_Given data_
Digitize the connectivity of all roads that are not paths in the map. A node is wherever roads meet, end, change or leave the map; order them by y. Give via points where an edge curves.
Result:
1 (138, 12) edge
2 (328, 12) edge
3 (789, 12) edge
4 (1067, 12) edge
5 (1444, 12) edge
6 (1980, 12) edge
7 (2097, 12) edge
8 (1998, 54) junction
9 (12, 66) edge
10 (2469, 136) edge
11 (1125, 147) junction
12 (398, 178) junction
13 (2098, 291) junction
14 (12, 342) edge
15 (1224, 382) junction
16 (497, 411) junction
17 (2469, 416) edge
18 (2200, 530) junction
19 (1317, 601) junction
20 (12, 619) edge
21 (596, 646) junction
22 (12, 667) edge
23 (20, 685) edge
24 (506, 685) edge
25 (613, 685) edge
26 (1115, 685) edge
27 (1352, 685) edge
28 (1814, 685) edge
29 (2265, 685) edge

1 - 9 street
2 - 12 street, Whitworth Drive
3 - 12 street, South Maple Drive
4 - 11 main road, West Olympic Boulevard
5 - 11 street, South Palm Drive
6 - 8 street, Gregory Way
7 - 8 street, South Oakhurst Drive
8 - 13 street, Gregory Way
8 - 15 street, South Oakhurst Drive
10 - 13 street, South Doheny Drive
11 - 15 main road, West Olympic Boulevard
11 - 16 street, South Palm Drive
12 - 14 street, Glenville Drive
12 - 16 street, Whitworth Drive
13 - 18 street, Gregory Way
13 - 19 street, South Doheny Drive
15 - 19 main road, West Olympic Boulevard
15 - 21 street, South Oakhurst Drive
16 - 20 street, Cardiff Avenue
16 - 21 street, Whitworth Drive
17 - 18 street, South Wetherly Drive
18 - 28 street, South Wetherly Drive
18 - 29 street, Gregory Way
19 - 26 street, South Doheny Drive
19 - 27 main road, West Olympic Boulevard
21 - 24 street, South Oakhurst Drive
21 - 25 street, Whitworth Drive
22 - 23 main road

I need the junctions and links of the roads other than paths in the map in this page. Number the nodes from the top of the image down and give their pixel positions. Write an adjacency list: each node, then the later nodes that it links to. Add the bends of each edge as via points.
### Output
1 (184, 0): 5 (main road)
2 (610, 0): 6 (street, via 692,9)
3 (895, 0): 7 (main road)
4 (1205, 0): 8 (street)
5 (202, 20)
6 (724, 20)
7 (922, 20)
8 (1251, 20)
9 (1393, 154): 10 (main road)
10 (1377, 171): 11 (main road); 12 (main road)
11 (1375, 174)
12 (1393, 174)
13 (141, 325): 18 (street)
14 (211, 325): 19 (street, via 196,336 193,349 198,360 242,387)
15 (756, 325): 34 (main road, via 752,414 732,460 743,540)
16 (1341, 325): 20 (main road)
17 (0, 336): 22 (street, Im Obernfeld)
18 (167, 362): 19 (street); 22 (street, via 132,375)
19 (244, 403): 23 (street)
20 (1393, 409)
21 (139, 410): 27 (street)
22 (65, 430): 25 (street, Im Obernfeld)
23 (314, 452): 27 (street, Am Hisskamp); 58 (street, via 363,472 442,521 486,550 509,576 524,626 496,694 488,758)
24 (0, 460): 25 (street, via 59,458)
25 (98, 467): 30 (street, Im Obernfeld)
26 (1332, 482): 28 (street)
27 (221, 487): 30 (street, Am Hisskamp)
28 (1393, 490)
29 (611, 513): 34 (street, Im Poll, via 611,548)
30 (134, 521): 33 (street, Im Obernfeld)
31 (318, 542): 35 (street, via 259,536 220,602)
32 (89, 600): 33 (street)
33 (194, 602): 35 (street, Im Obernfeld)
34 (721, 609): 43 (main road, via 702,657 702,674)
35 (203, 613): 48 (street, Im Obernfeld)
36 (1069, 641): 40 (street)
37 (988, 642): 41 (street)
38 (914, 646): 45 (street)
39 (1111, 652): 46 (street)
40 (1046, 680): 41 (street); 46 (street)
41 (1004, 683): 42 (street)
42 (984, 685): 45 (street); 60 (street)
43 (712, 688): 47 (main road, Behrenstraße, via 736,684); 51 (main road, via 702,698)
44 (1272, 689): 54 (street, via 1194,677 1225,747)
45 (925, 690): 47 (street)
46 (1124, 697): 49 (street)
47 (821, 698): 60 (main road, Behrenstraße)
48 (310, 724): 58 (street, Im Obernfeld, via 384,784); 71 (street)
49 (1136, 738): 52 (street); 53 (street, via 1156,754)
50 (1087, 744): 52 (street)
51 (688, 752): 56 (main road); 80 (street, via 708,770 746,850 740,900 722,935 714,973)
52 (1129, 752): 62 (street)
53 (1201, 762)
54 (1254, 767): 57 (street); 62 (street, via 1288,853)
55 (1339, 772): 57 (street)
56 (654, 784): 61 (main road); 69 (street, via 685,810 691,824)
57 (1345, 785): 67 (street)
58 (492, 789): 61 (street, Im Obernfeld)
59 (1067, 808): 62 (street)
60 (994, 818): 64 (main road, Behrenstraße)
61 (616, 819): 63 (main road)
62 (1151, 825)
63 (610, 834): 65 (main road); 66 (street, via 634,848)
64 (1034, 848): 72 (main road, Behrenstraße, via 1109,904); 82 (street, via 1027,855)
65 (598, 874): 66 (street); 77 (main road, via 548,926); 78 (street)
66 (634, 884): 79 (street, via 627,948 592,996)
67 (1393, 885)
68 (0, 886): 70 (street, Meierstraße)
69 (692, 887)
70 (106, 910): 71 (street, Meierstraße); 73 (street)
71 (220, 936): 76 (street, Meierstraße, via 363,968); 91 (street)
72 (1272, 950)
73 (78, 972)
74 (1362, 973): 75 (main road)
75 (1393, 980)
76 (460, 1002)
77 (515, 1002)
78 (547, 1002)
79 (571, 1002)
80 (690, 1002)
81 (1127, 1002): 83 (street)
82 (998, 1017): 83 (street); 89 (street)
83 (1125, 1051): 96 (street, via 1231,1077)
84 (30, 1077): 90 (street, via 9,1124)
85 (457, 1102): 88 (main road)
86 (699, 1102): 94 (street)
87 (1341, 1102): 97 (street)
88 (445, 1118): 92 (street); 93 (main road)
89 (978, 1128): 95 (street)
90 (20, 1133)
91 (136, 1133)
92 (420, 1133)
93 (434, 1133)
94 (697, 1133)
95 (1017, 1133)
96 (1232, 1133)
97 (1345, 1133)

_What you need to do_
Check each line of the material above for the word "South", then state how many lines hold it. Only the number.

_Result of this task_
12